◆ Data:
━━━━━━

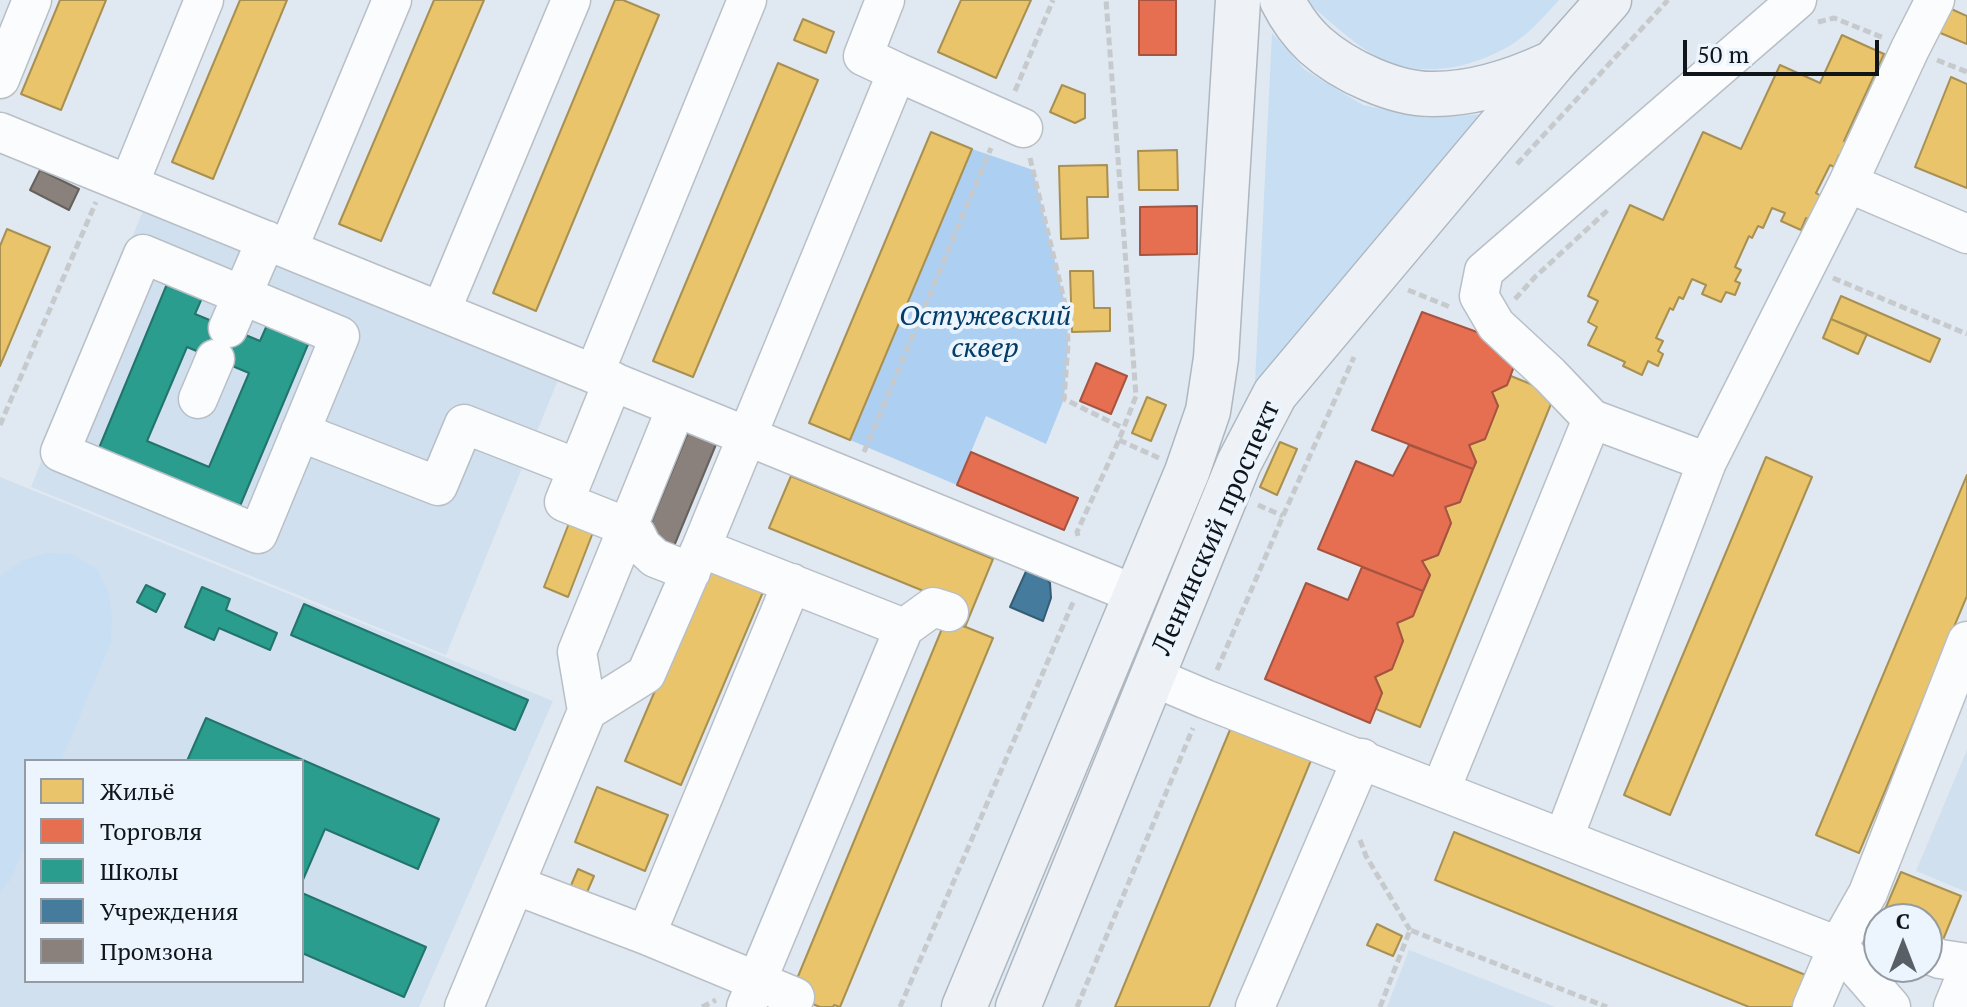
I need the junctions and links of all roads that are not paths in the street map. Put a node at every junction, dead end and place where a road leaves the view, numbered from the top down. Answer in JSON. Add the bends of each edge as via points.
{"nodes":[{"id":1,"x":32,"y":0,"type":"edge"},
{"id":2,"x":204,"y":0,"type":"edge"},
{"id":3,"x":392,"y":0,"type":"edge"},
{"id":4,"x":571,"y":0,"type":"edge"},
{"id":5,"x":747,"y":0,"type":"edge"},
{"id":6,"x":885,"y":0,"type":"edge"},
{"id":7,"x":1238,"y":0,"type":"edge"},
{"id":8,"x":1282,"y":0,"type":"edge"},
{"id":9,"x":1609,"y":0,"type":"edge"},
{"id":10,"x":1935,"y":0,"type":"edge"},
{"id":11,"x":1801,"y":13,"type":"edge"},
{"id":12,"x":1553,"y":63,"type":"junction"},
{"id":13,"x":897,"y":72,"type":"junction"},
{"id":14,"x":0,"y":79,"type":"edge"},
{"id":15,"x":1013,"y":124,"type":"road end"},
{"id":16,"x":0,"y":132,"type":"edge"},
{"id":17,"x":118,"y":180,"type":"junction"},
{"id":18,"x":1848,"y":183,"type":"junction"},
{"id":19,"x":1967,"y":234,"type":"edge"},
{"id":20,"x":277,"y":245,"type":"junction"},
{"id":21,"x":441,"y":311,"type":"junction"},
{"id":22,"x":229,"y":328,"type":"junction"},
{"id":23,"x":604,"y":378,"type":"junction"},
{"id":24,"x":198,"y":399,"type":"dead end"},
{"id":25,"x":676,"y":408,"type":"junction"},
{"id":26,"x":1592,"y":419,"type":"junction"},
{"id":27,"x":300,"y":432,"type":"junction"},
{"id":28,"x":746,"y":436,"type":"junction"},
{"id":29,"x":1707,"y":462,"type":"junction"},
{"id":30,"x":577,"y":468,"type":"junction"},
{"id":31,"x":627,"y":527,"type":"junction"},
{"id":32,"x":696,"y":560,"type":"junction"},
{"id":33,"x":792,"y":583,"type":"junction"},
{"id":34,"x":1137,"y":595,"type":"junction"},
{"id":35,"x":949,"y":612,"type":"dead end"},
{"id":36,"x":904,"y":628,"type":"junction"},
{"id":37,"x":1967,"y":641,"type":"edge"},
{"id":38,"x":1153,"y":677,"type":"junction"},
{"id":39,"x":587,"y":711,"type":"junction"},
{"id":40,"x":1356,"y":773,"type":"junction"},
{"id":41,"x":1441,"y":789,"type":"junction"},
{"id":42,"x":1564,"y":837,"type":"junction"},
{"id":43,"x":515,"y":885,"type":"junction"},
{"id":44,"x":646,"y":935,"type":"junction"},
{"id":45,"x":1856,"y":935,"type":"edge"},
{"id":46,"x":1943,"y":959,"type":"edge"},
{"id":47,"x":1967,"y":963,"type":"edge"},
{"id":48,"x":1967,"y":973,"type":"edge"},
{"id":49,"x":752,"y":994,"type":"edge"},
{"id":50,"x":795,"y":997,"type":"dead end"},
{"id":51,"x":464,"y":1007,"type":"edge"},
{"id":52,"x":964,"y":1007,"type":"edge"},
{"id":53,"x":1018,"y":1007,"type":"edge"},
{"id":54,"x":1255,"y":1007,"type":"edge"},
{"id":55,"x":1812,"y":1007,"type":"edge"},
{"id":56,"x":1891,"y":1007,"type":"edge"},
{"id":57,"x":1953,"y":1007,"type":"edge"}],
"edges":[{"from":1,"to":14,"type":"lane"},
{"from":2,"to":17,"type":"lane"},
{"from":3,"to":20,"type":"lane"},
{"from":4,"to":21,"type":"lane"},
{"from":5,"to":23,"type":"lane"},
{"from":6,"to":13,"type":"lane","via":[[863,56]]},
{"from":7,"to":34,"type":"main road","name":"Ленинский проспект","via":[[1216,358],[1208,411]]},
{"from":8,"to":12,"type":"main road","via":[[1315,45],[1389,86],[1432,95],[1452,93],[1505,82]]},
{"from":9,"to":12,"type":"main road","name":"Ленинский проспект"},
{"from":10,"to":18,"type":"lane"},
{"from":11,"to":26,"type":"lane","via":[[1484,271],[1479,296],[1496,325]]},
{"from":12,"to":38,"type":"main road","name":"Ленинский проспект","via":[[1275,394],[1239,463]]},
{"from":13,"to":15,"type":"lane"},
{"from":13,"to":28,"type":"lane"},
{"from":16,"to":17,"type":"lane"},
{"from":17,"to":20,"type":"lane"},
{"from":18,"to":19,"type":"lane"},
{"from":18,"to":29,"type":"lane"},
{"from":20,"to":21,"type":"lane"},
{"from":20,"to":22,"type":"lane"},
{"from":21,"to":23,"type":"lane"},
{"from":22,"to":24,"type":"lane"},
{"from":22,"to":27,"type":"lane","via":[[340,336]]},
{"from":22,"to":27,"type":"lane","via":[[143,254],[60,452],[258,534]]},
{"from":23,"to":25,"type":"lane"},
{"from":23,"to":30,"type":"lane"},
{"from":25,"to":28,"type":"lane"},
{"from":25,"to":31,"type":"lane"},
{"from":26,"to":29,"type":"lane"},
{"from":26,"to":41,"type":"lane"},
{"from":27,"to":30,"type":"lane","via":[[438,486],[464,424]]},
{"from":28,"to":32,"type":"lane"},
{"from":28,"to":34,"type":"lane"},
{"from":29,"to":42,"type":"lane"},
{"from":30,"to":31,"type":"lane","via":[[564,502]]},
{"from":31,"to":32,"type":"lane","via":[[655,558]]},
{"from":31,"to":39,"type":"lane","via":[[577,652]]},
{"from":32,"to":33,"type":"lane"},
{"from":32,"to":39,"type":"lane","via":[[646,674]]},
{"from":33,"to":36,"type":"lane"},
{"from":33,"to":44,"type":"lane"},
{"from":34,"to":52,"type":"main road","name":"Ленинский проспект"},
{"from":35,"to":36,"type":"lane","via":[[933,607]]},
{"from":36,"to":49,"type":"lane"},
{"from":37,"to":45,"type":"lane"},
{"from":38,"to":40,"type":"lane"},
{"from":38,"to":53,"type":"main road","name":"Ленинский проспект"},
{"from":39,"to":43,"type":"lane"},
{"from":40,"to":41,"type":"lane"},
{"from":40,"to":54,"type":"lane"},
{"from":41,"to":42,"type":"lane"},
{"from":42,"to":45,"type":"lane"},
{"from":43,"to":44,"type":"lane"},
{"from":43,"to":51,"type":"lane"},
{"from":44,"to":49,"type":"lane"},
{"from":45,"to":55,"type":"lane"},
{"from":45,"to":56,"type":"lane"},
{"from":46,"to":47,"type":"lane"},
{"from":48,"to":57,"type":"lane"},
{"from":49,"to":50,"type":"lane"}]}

━━━━━━

◆ What is expected:
Transcribe every entry above exactly as it stands, but skip the images.

◆ Task answer:
I need the junctions and links of all roads that are not paths in the street map. Put a node at every junction, dead end and place where a road leaves the view, numbered from the top down. Answer in JSON. Add the bends of each edge as via points.
{"nodes":[{"id":1,"x":32,"y":0,"type":"edge"},
{"id":2,"x":204,"y":0,"type":"edge"},
{"id":3,"x":392,"y":0,"type":"edge"},
{"id":4,"x":571,"y":0,"type":"edge"},
{"id":5,"x":747,"y":0,"type":"edge"},
{"id":6,"x":885,"y":0,"type":"edge"},
{"id":7,"x":1238,"y":0,"type":"edge"},
{"id":8,"x":1282,"y":0,"type":"edge"},
{"id":9,"x":1609,"y":0,"type":"edge"},
{"id":10,"x":1935,"y":0,"type":"edge"},
{"id":11,"x":1801,"y":13,"type":"edge"},
{"id":12,"x":1553,"y":63,"type":"junction"},
{"id":13,"x":897,"y":72,"type":"junction"},
{"id":14,"x":0,"y":79,"type":"edge"},
{"id":15,"x":1013,"y":124,"type":"road end"},
{"id":16,"x":0,"y":132,"type":"edge"},
{"id":17,"x":118,"y":180,"type":"junction"},
{"id":18,"x":1848,"y":183,"type":"junction"},
{"id":19,"x":1967,"y":234,"type":"edge"},
{"id":20,"x":277,"y":245,"type":"junction"},
{"id":21,"x":441,"y":311,"type":"junction"},
{"id":22,"x":229,"y":328,"type":"junction"},
{"id":23,"x":604,"y":378,"type":"junction"},
{"id":24,"x":198,"y":399,"type":"dead end"},
{"id":25,"x":676,"y":408,"type":"junction"},
{"id":26,"x":1592,"y":419,"type":"junction"},
{"id":27,"x":300,"y":432,"type":"junction"},
{"id":28,"x":746,"y":436,"type":"junction"},
{"id":29,"x":1707,"y":462,"type":"junction"},
{"id":30,"x":577,"y":468,"type":"junction"},
{"id":31,"x":627,"y":527,"type":"junction"},
{"id":32,"x":696,"y":560,"type":"junction"},
{"id":33,"x":792,"y":583,"type":"junction"},
{"id":34,"x":1137,"y":595,"type":"junction"},
{"id":35,"x":949,"y":612,"type":"dead end"},
{"id":36,"x":904,"y":628,"type":"junction"},
{"id":37,"x":1967,"y":641,"type":"edge"},
{"id":38,"x":1153,"y":677,"type":"junction"},
{"id":39,"x":587,"y":711,"type":"junction"},
{"id":40,"x":1356,"y":773,"type":"junction"},
{"id":41,"x":1441,"y":789,"type":"junction"},
{"id":42,"x":1564,"y":837,"type":"junction"},
{"id":43,"x":515,"y":885,"type":"junction"},
{"id":44,"x":646,"y":935,"type":"junction"},
{"id":45,"x":1856,"y":935,"type":"edge"},
{"id":46,"x":1943,"y":959,"type":"edge"},
{"id":47,"x":1967,"y":963,"type":"edge"},
{"id":48,"x":1967,"y":973,"type":"edge"},
{"id":49,"x":752,"y":994,"type":"edge"},
{"id":50,"x":795,"y":997,"type":"dead end"},
{"id":51,"x":464,"y":1007,"type":"edge"},
{"id":52,"x":964,"y":1007,"type":"edge"},
{"id":53,"x":1018,"y":1007,"type":"edge"},
{"id":54,"x":1255,"y":1007,"type":"edge"},
{"id":55,"x":1812,"y":1007,"type":"edge"},
{"id":56,"x":1891,"y":1007,"type":"edge"},
{"id":57,"x":1953,"y":1007,"type":"edge"}],
"edges":[{"from":1,"to":14,"type":"lane"},
{"from":2,"to":17,"type":"lane"},
{"from":3,"to":20,"type":"lane"},
{"from":4,"to":21,"type":"lane"},
{"from":5,"to":23,"type":"lane"},
{"from":6,"to":13,"type":"lane","via":[[863,56]]},
{"from":7,"to":34,"type":"main road","name":"Ленинский проспект","via":[[1216,358],[1208,411]]},
{"from":8,"to":12,"type":"main road","via":[[1315,45],[1389,86],[1432,95],[1452,93],[1505,82]]},
{"from":9,"to":12,"type":"main road","name":"Ленинский проспект"},
{"from":10,"to":18,"type":"lane"},
{"from":11,"to":26,"type":"lane","via":[[1484,271],[1479,296],[1496,325]]},
{"from":12,"to":38,"type":"main road","name":"Ленинский проспект","via":[[1275,394],[1239,463]]},
{"from":13,"to":15,"type":"lane"},
{"from":13,"to":28,"type":"lane"},
{"from":16,"to":17,"type":"lane"},
{"from":17,"to":20,"type":"lane"},
{"from":18,"to":19,"type":"lane"},
{"from":18,"to":29,"type":"lane"},
{"from":20,"to":21,"type":"lane"},
{"from":20,"to":22,"type":"lane"},
{"from":21,"to":23,"type":"lane"},
{"from":22,"to":24,"type":"lane"},
{"from":22,"to":27,"type":"lane","via":[[340,336]]},
{"from":22,"to":27,"type":"lane","via":[[143,254],[60,452],[258,534]]},
{"from":23,"to":25,"type":"lane"},
{"from":23,"to":30,"type":"lane"},
{"from":25,"to":28,"type":"lane"},
{"from":25,"to":31,"type":"lane"},
{"from":26,"to":29,"type":"lane"},
{"from":26,"to":41,"type":"lane"},
{"from":27,"to":30,"type":"lane","via":[[438,486],[464,424]]},
{"from":28,"to":32,"type":"lane"},
{"from":28,"to":34,"type":"lane"},
{"from":29,"to":42,"type":"lane"},
{"from":30,"to":31,"type":"lane","via":[[564,502]]},
{"from":31,"to":32,"type":"lane","via":[[655,558]]},
{"from":31,"to":39,"type":"lane","via":[[577,652]]},
{"from":32,"to":33,"type":"lane"},
{"from":32,"to":39,"type":"lane","via":[[646,674]]},
{"from":33,"to":36,"type":"lane"},
{"from":33,"to":44,"type":"lane"},
{"from":34,"to":52,"type":"main road","name":"Ленинский проспект"},
{"from":35,"to":36,"type":"lane","via":[[933,607]]},
{"from":36,"to":49,"type":"lane"},
{"from":37,"to":45,"type":"lane"},
{"from":38,"to":40,"type":"lane"},
{"from":38,"to":53,"type":"main road","name":"Ленинский проспект"},
{"from":39,"to":43,"type":"lane"},
{"from":40,"to":41,"type":"lane"},
{"from":40,"to":54,"type":"lane"},
{"from":41,"to":42,"type":"lane"},
{"from":42,"to":45,"type":"lane"},
{"from":43,"to":44,"type":"lane"},
{"from":43,"to":51,"type":"lane"},
{"from":44,"to":49,"type":"lane"},
{"from":45,"to":55,"type":"lane"},
{"from":45,"to":56,"type":"lane"},
{"from":46,"to":47,"type":"lane"},
{"from":48,"to":57,"type":"lane"},
{"from":49,"to":50,"type":"lane"}]}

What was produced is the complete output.